Dataset Block Start

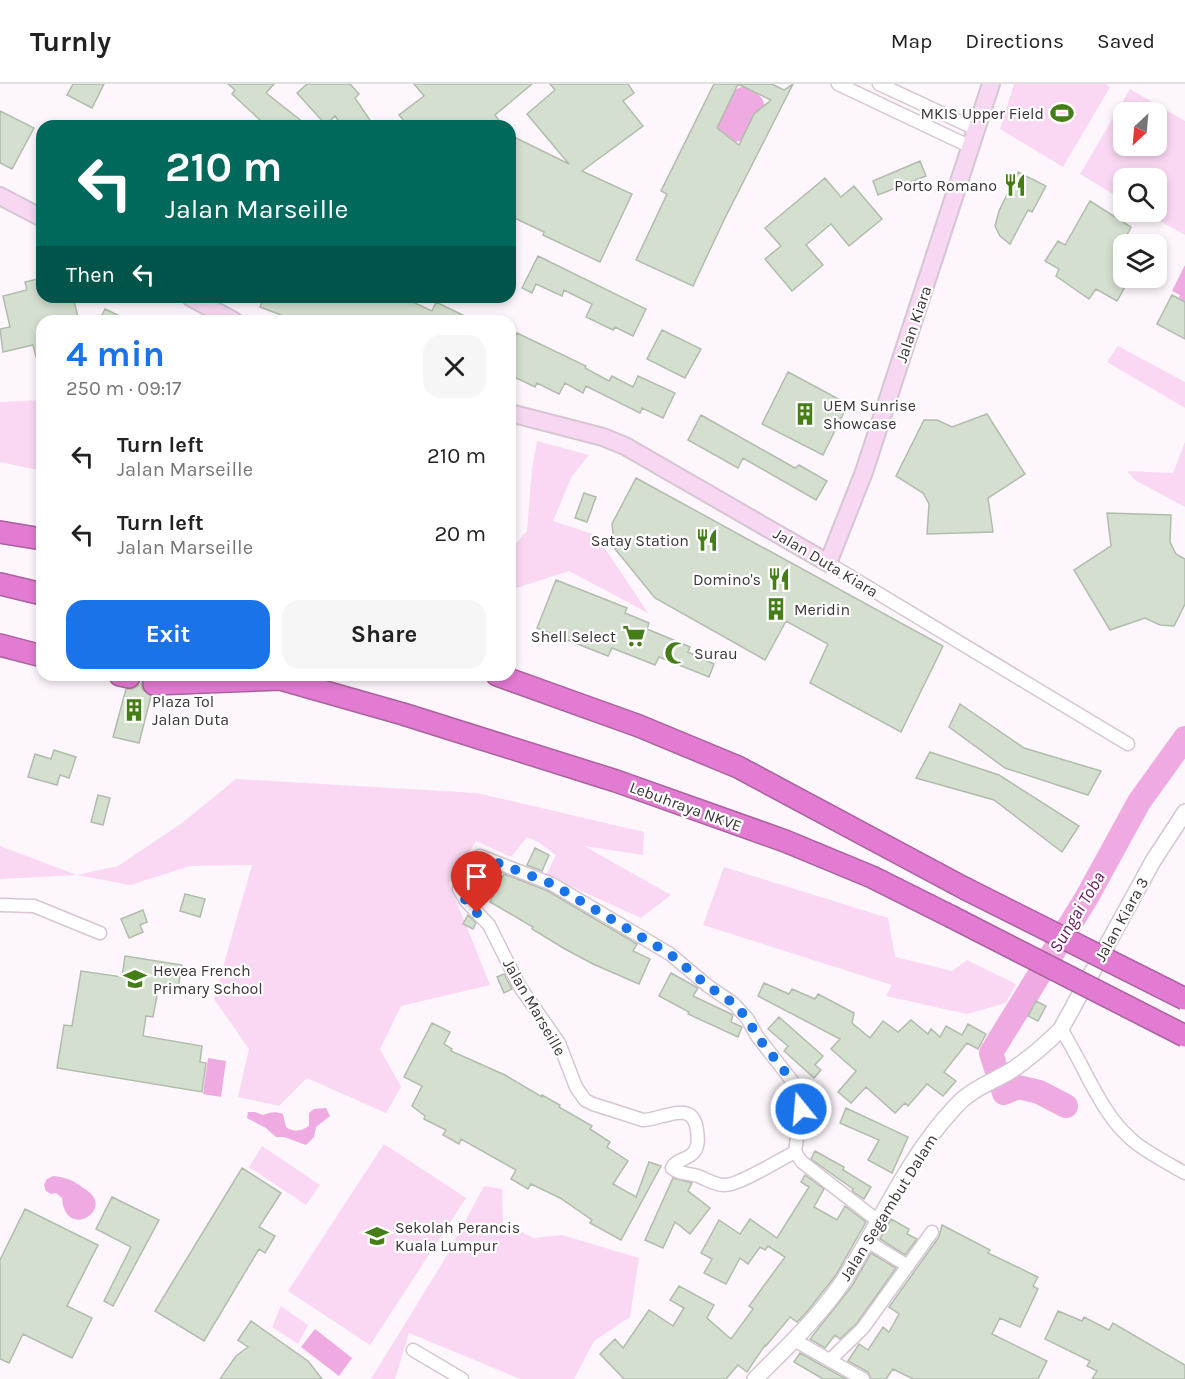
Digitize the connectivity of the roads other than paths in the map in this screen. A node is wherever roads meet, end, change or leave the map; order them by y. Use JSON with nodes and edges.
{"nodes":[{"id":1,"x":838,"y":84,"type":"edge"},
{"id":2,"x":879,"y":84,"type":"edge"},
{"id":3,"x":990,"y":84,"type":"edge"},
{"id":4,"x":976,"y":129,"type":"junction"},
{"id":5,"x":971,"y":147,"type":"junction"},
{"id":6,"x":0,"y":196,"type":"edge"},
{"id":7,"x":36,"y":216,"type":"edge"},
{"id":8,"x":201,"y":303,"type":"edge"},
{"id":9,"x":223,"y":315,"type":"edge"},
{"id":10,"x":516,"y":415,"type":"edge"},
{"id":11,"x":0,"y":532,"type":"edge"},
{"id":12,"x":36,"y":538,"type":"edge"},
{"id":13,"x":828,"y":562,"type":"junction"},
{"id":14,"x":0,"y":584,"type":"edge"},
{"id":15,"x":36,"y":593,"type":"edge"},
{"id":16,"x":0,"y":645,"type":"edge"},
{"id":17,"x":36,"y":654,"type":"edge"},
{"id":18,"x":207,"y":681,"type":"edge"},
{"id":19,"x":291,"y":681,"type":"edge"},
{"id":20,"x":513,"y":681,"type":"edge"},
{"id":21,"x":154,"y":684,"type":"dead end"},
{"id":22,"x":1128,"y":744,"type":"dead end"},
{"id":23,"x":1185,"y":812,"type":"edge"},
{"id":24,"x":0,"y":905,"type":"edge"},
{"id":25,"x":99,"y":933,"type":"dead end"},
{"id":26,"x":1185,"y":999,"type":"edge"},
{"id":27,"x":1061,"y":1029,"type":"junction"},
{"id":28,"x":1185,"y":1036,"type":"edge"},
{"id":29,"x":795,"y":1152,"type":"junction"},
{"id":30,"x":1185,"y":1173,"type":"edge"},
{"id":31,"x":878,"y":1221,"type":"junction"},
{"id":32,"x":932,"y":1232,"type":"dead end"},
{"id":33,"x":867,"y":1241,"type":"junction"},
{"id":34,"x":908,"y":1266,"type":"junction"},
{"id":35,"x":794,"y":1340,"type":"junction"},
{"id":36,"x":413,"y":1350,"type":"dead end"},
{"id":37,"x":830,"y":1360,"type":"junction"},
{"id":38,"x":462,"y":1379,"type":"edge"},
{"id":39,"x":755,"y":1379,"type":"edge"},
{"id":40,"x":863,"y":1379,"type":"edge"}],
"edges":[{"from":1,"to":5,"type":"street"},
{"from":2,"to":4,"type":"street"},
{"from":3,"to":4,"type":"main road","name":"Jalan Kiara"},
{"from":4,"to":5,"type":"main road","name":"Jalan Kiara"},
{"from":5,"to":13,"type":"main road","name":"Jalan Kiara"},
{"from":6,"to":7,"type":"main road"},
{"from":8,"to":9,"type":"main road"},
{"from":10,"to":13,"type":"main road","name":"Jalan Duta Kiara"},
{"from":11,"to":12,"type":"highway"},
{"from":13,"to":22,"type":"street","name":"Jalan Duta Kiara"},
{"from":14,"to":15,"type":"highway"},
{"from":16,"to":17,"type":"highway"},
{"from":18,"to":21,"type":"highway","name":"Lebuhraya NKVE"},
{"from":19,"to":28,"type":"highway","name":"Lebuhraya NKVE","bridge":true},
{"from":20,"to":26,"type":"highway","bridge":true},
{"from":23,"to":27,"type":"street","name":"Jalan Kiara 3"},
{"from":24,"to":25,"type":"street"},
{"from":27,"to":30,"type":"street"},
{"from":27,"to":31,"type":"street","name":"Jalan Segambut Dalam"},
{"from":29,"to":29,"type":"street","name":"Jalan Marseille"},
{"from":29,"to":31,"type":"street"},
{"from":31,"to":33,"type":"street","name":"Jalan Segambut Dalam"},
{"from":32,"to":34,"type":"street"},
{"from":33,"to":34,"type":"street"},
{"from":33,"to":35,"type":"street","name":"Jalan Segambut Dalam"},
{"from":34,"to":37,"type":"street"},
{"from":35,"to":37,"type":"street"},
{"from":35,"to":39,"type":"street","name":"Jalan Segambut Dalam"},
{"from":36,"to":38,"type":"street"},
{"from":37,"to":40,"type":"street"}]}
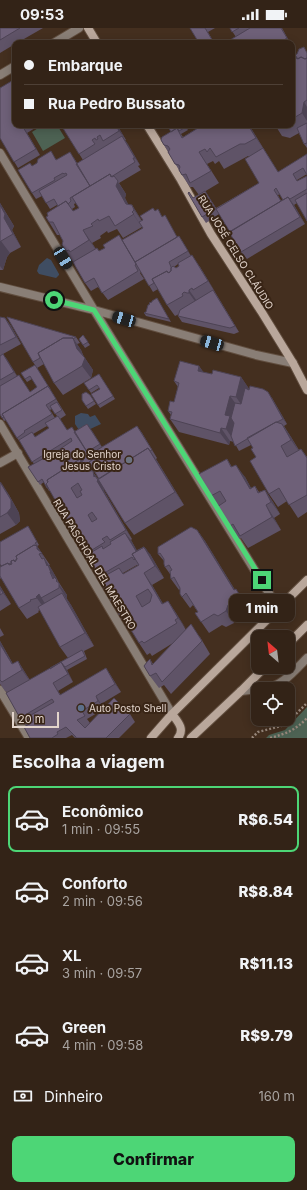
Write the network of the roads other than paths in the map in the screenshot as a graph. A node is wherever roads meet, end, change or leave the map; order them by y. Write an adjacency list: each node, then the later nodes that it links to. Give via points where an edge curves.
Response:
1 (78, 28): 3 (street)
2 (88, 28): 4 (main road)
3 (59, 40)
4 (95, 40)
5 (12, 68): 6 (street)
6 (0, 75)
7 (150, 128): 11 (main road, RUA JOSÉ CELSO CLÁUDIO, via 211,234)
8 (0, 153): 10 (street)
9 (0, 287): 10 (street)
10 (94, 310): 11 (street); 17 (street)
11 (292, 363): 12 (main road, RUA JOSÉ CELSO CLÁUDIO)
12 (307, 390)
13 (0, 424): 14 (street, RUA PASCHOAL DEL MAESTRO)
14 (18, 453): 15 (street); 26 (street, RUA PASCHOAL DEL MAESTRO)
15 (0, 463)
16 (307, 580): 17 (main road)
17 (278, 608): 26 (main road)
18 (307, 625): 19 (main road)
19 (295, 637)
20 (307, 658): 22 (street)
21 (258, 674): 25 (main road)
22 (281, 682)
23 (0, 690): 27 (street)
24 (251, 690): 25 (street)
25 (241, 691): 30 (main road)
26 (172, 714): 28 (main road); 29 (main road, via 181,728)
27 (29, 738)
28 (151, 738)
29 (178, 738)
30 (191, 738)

Dataset Block End
Dataset Block Start

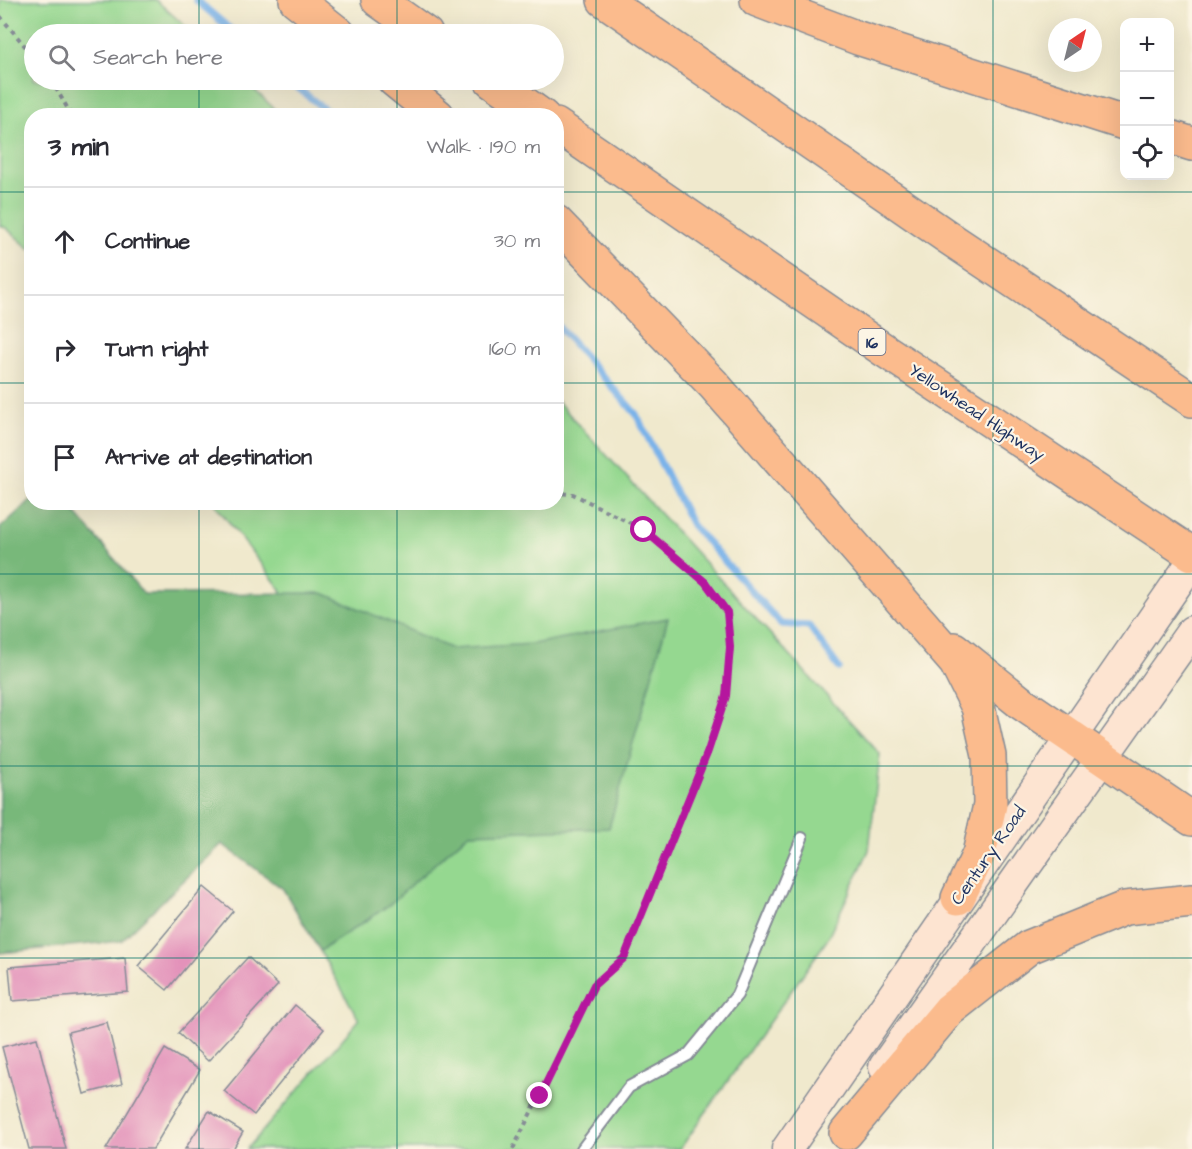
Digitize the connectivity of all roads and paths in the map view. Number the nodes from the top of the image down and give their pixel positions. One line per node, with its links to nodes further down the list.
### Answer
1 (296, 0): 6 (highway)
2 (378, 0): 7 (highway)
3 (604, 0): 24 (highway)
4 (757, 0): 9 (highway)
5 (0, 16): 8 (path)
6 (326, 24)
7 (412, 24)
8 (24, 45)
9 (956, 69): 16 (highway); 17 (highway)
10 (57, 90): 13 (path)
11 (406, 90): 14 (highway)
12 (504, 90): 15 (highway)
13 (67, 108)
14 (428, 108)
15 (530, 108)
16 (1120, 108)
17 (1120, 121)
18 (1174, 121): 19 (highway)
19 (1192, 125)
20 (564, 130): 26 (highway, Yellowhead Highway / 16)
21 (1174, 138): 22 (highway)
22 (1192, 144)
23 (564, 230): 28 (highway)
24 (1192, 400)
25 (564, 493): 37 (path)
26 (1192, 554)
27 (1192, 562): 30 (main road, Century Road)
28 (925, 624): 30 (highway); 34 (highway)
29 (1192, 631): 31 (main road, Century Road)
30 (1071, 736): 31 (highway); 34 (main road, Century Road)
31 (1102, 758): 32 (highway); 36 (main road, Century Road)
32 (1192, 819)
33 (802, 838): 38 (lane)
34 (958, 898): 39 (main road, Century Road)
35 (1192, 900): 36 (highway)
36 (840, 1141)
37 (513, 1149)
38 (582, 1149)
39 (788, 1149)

Dataset Block End
Dataset Block Start

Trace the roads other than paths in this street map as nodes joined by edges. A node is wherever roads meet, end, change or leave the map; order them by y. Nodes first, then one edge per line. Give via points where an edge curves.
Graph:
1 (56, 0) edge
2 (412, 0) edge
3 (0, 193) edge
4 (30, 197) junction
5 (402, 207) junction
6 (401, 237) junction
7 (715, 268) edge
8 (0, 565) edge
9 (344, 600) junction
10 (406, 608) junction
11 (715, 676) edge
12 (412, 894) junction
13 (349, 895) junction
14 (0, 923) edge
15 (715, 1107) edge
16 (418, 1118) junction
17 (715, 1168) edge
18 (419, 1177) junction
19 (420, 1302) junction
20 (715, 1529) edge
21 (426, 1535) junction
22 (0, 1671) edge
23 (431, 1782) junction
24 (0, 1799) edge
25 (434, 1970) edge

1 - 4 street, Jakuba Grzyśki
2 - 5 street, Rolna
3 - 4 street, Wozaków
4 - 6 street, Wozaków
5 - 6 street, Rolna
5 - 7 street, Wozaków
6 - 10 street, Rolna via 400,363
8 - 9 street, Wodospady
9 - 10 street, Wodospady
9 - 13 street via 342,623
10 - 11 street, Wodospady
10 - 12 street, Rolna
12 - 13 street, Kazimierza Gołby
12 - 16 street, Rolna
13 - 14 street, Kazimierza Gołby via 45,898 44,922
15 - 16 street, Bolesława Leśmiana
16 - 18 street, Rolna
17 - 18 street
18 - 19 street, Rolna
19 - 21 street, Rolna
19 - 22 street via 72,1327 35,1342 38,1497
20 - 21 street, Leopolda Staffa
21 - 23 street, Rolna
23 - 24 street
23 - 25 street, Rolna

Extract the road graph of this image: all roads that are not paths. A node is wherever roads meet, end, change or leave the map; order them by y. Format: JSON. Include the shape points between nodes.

Dataset Block End

## Problem statement
For the entries above, count the lines that contain the string "then", and state that number without further comment.

## Your solution
2